Missing the deadline could be a blow to EU leaders who were due to join other world powers at the United Nations next week to present new goals in the run-up to COP30 climate talks in November.
Major emitters, including China, are expected to meet the deadline. Australia announced its target on Thursday.
EU climate commissioner Wopke Hoekstra on Thursday defended the bloc’s record. “If you zoom out, you can find that we continue to be amongst the absolutely most ambitious on the global stage,” he said.
The U.N. had urged countries to bring updated climate plans to its General Assembly next week, in a bid to revive global momentum to tackle climate change.
That momentum has been hit by President Donald Trump rolling back U.S. climate commitments, and governments struggling to balance environmental protection with economic and geopolitical challenges.
The EU had planned to agree new climate targets for both 2040 and 2035 this month. But countries – including Germany, France and Poland – demanded government leaders first discuss the 2040 goal at a summit in October, derailing talks on both targets.
“The EU has always taken these decisions after massive debates. It was never an easy subject.

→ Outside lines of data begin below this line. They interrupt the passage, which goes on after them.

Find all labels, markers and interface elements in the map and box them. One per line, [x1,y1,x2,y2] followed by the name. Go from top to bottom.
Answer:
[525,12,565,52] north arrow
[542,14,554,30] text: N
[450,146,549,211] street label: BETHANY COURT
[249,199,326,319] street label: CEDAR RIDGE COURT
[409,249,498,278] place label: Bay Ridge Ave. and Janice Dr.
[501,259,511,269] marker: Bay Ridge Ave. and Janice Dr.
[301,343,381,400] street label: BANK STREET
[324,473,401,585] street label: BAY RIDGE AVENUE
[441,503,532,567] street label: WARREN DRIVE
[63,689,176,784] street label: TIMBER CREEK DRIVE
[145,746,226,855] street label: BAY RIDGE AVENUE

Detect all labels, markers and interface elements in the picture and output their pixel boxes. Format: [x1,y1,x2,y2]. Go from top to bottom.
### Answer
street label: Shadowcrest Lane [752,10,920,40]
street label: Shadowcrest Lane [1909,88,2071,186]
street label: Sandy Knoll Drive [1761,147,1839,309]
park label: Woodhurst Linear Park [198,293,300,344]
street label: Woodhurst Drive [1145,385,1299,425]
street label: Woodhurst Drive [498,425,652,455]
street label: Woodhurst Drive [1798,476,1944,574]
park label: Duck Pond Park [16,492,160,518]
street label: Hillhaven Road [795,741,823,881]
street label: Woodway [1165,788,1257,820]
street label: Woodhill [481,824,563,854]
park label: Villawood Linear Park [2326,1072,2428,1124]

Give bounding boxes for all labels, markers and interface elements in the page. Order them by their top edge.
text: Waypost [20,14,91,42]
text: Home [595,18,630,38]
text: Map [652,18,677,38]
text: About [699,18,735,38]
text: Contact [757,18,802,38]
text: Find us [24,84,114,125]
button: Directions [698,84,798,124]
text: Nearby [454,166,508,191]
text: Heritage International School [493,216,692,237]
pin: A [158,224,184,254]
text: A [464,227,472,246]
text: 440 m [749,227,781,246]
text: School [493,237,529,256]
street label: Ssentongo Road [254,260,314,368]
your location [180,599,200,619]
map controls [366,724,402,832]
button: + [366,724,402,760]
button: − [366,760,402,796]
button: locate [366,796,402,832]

We must be careful not to split the EU further over climate policies,” Germany’s climate state secretary Jochen Flasbarth said, adding that this was true in particular for poorer Eastern European nations.
As a fallback, EU ministers will try on Thursday to agree a “statement of intent” outlining what climate goal the EU eventually hopes to approve.
A draft of the statement, previously reported by Reuters, said the EU would try to agree anemissions reduction target of between 66.3% and 72.5% by 2035.
It said the EU would still aim to submit a final 2035 target before COP30 in November – where nearly 200 countries will negotiate their next steps to address global warming.
“It is hard for us to require the others, our international partners, to do the same if we don’t deliver ourselves,” Finnish climate minister Sari Multala said.
EU COUNTRIES DIVIDED
Traditionally, the EU has pushed for ambitious global climate deals, citing its own policies – which are among the world’s most ambitious – as proof it was leading by example.
But rising concerns over the cost of climate measures and pressure to boost defence and industrial spending have triggered pushback from some member states.
“It is a difficult time we are living in. There is war on our continent… While you’re meeting your ambitious climate target, you also have to have a concern for your industrial base,” said Danish climate minister Lars Aagaard, who will chair Thursday’s meeting of EU climate ministers.
EU countries are at odds over the European Commission’s proposal for a 2040 climate target to cut net greenhouse gas emissions by 90%.
The Czech Republic and Italy are among those who have opposed this goal. They also want to weaken existing EU climate policies they say hurt industries, including the bloc’s 2035 ban on new CO2-emitting cars.
Other governments, including Spain and Denmark, support stronger climate action, citing the severe heatwaves and wildfires which blaze across Europe each summer – and the need to reduce reliance on imported fossil fuels.